Saved data entries
________________________________________

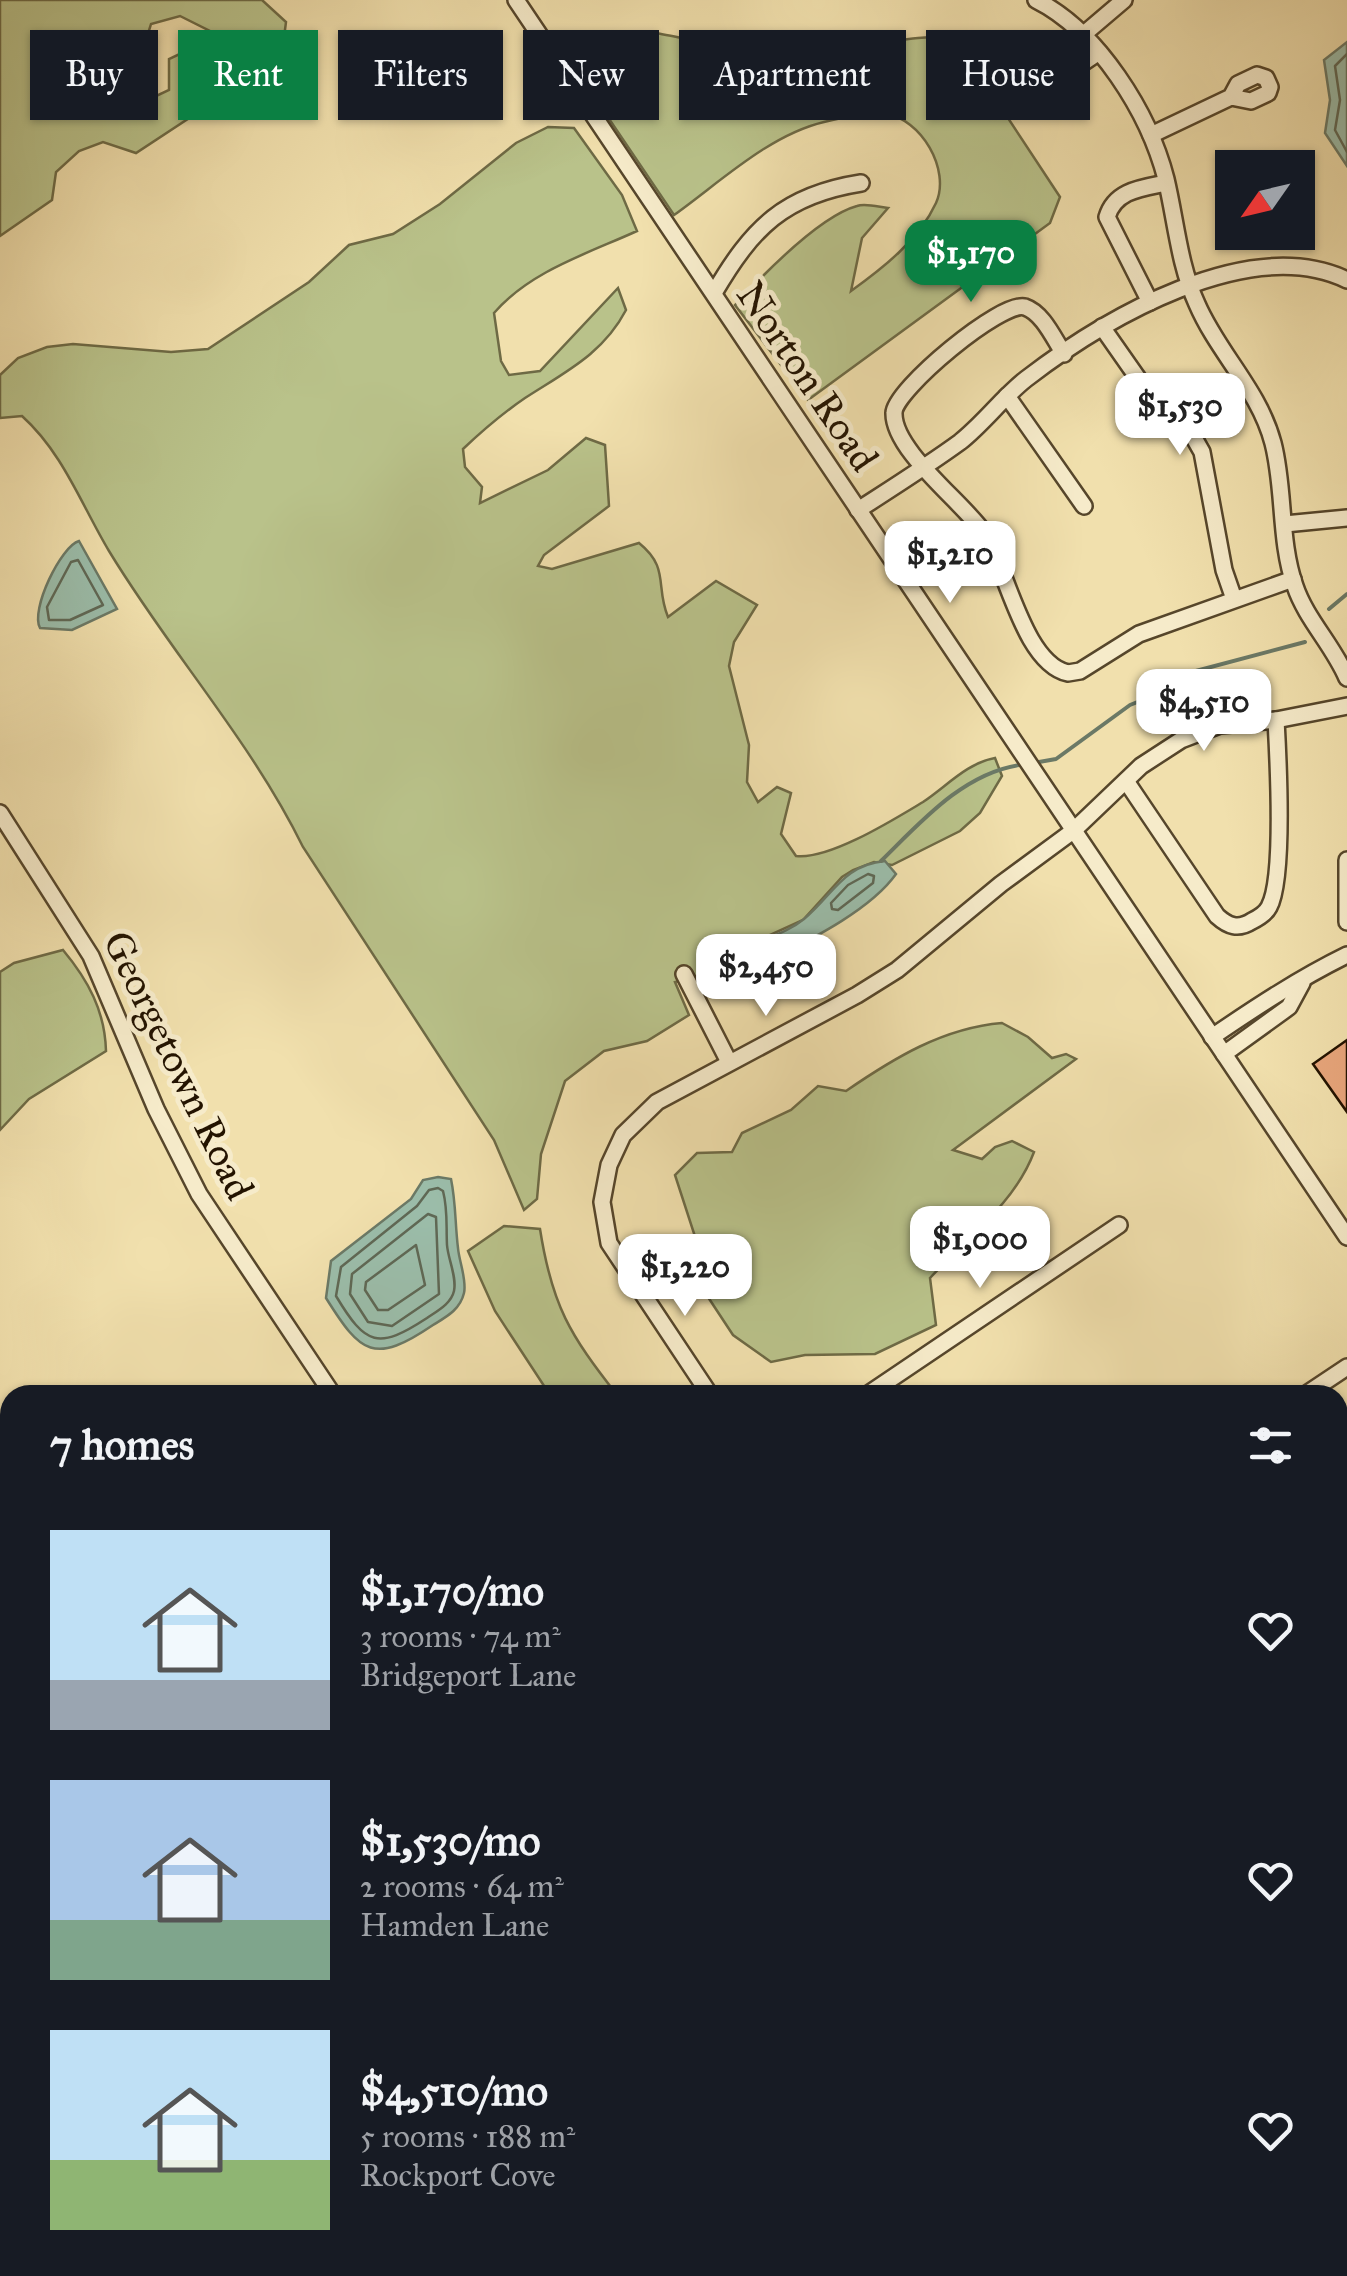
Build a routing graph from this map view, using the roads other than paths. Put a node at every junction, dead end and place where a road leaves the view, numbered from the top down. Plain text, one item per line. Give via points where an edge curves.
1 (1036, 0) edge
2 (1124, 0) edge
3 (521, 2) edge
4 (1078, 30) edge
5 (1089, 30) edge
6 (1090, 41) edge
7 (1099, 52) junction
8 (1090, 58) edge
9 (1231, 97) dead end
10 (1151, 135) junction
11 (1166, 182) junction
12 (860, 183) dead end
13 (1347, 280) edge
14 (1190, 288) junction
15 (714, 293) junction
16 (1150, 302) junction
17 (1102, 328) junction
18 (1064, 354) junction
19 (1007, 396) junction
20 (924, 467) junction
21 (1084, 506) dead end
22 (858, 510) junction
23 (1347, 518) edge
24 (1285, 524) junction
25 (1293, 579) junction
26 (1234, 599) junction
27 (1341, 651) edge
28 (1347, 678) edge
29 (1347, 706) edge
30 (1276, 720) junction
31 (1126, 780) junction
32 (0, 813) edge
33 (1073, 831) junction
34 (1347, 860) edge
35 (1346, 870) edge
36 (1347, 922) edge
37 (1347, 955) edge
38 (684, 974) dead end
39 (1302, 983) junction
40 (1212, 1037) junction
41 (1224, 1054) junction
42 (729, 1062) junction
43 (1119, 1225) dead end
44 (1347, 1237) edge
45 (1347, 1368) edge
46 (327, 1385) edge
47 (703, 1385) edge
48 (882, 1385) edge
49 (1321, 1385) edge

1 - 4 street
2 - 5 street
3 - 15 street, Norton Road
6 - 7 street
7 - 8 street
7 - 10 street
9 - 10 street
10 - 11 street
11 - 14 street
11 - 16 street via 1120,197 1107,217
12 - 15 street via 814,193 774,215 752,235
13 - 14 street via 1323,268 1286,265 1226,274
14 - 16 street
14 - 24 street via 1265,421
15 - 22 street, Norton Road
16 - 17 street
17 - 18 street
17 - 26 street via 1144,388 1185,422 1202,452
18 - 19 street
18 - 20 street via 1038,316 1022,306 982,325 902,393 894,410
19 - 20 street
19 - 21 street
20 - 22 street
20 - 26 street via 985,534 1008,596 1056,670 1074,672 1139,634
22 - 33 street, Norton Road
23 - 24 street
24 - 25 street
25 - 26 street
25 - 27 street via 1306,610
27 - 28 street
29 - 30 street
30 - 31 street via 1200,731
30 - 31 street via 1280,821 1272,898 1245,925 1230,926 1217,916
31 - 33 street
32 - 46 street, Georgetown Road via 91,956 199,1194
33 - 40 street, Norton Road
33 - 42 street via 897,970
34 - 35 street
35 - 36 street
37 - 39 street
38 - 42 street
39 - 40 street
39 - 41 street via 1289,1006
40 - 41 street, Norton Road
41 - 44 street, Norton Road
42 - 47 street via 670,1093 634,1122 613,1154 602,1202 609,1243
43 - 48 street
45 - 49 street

________________________________________

*PROBLEM STATEMENT:* Note each line above that contains "dead" and copy it out.

*ANSWER TO THIS PROBLEM:*
Build a routing graph from this map view, using the roads other than paths. Put a node at every junction, dead end and place where a road leaves the view, numbered from the top down. Plain text, one item per line. Give via points where an edge curves.
9 (1231, 97) dead end
12 (860, 183) dead end
21 (1084, 506) dead end
38 (684, 974) dead end
43 (1119, 1225) dead end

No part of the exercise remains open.